第109話 パーティメンバー

 新宿セントラル・ゲートプラザの中央には、地下に続く大エスカレーターがあった。

 それの前に設置してあるエントランスゲートの端末に、探索者カードをかざすと小さくピッと電子音が鳴り、ゲートが開く。


 流れに沿って、何人もの探索者達が乗り降りしているエスカレーターに俺たちも乗り込んだ。水族館の長いエスカレーターを思い出すが、それよりもはるかに大きく、長い。


 行き着いた先。そこには地上の喧騒すら生ぬるく感じるほどの、圧倒的な熱量が支配する空間が広がっていた。


 巨大なドーム状の地下空間。

 天井の高さは優に五十メートルはあるだろうか。自然の岩盤と、補強用のコンクリート、そして近未来的な魔導建材が複雑に絡み合った壁面。


 そしてドームの中央には、虹色の【ゲート】が鎮座している。

 新宿ダンジョンへの入口だ。


 空気は少し、重い。だが、不快ではない。

 探索者たちが発する魔力が、独特の高揚感を生み出しているからだ。一人ひとりの魔力は多くはないが、何しろ数が多い。数の暴力をリアルに感じる現象だった。


 【門】を中心として、いくつかのブースが出来上がっている。

 テラス席しかない飲食店や、救急セットなどの緊急時に使用しそうな物品を販売している店舗、作戦会議ができるブース。

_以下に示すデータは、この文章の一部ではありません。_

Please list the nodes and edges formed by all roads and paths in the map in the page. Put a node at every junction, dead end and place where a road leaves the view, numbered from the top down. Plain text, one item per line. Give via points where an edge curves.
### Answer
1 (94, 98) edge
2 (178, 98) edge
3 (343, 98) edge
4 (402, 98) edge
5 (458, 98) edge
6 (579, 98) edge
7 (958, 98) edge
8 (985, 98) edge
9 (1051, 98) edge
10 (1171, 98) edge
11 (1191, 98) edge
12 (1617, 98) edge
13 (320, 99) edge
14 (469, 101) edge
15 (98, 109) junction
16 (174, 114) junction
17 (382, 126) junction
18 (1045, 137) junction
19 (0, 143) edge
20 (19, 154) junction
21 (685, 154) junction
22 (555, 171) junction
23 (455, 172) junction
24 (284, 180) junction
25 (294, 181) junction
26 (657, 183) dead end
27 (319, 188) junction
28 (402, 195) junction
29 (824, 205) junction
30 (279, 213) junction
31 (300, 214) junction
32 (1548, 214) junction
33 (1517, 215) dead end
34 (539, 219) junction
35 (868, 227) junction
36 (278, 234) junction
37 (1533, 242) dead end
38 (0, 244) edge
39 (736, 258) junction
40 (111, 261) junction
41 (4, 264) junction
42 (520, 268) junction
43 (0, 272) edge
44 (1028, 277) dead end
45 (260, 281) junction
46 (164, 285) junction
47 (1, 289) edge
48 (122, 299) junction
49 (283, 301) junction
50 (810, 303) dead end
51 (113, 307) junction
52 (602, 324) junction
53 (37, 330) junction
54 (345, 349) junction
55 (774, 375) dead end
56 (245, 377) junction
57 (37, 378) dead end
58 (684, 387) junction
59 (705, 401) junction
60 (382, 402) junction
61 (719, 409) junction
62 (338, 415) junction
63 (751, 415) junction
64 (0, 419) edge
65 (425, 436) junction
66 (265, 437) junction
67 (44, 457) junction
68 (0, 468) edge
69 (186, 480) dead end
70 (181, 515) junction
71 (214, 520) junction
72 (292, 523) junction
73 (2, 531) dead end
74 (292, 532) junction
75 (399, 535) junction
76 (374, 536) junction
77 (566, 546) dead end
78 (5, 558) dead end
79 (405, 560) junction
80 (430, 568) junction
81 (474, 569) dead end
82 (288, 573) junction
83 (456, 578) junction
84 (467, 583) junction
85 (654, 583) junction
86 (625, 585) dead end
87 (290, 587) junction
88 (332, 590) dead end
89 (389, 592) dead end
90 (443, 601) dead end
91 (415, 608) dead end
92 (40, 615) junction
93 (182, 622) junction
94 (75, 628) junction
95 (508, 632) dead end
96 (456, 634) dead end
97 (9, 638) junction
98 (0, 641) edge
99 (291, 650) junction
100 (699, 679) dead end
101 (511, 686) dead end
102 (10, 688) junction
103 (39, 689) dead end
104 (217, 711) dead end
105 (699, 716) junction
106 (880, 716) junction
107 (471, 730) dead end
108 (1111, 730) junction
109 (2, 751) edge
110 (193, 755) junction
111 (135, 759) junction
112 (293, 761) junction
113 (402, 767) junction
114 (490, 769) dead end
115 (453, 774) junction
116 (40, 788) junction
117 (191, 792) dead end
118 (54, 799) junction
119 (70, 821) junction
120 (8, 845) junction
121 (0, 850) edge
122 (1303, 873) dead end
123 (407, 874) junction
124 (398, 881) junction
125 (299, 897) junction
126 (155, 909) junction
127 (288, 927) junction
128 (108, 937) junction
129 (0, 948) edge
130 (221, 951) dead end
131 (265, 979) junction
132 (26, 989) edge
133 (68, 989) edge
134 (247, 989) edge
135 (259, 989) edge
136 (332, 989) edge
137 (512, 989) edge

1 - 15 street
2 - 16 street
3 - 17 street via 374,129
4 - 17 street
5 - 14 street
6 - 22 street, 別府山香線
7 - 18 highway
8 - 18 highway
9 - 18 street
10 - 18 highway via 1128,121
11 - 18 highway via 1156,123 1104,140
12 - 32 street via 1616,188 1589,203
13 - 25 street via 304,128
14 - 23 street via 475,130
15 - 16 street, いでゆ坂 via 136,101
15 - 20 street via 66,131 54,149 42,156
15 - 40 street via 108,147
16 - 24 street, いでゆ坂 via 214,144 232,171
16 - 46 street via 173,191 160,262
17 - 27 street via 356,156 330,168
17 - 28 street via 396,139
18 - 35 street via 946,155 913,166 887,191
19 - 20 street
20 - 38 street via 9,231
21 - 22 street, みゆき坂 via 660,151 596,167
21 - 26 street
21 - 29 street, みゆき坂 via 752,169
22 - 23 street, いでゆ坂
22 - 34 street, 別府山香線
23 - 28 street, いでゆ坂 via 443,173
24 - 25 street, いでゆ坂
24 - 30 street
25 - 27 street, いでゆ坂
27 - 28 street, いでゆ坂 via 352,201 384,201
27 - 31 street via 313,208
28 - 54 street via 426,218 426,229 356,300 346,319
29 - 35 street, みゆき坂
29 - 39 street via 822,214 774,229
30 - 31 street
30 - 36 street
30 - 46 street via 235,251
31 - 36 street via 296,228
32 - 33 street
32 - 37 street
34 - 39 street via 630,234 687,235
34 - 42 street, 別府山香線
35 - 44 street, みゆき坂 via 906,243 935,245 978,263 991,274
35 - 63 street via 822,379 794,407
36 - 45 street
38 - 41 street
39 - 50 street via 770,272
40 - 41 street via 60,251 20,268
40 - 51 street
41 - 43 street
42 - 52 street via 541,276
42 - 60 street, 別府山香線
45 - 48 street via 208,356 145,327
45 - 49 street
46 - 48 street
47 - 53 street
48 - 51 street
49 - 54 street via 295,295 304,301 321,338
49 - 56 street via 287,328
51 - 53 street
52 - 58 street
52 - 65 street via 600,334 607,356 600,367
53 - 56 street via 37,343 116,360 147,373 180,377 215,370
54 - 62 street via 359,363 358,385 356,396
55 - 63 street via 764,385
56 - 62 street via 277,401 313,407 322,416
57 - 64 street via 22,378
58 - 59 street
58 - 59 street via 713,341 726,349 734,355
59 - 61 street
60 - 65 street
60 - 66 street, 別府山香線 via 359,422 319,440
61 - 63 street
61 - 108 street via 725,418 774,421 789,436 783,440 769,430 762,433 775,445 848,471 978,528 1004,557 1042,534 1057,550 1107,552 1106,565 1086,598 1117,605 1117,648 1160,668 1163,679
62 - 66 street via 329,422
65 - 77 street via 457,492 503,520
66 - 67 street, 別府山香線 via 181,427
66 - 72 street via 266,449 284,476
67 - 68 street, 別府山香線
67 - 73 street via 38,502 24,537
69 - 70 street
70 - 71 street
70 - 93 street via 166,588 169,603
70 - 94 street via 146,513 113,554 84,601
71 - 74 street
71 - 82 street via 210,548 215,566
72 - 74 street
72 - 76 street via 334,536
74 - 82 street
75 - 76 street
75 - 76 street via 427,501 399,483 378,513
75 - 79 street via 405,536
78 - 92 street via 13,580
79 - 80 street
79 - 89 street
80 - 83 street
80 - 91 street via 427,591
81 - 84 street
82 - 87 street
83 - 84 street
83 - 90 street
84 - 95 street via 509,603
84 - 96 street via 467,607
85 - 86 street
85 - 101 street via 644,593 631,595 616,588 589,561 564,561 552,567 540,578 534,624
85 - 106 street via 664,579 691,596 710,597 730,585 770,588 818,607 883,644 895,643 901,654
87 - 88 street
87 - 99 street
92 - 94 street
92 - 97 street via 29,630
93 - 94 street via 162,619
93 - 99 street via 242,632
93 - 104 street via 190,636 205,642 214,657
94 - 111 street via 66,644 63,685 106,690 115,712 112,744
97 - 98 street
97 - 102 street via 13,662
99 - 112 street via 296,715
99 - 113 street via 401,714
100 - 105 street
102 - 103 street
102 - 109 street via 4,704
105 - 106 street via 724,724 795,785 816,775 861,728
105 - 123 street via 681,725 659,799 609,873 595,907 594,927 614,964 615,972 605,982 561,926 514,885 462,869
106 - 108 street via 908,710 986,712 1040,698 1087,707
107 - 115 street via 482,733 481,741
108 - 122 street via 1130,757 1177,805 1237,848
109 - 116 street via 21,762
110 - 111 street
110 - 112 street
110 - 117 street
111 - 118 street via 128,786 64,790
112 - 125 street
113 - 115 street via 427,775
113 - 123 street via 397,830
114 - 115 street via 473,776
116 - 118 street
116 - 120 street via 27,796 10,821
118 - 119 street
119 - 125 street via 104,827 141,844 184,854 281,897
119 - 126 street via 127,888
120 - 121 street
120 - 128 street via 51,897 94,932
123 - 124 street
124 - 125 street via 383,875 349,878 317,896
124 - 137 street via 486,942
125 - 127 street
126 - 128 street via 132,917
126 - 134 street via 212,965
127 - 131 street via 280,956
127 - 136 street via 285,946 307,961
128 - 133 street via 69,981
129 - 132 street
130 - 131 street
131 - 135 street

 中でも、多数のモニターが設置されダンジョン内の様子を確認できるブースには、人だかりができている。

 

 広いドーム内には、パーティメンバーを探す者、装備の最終確認をする者、あるいは生還を祝して抱き合う者など、数百人規模の探索者たちの騒がしさで満たされていた。


「……これが、新宿ダンジョンの玄関口か」


 俺は思わず息を呑んだ。

 岡山ダンジョンの静寂さとは真逆の世界だ。ここでは、冒険は日常の一部であり、同時に巨大な産業なのだと痛感させられる。


 どちらが優れているとかは分からないけど、人見知りの俺としては岡山ダンジョンの方が落ち着く。

 まぁ地元びいきもあるだろうけども。


「圧倒されますよね。私も初めて来た時は、足がすくみました」


 隣で水瀬さんが、懐かしむように目を細めて言った。

 今の彼女の凛とした佇まいからは想像もつかないが、彼女にも初心者の頃があったのだと思うと、なんだか親近感が湧く。


「さて、ここにいても仕方ありません。早速向かいましょう」


 確かに、水瀬さんという有名人はとにかく目立つ。

 さらに桜という類い稀な美少女が加味された俺たちは、どちらかというとむさ苦しい連中が多いドーム内では、とにかく異質だった。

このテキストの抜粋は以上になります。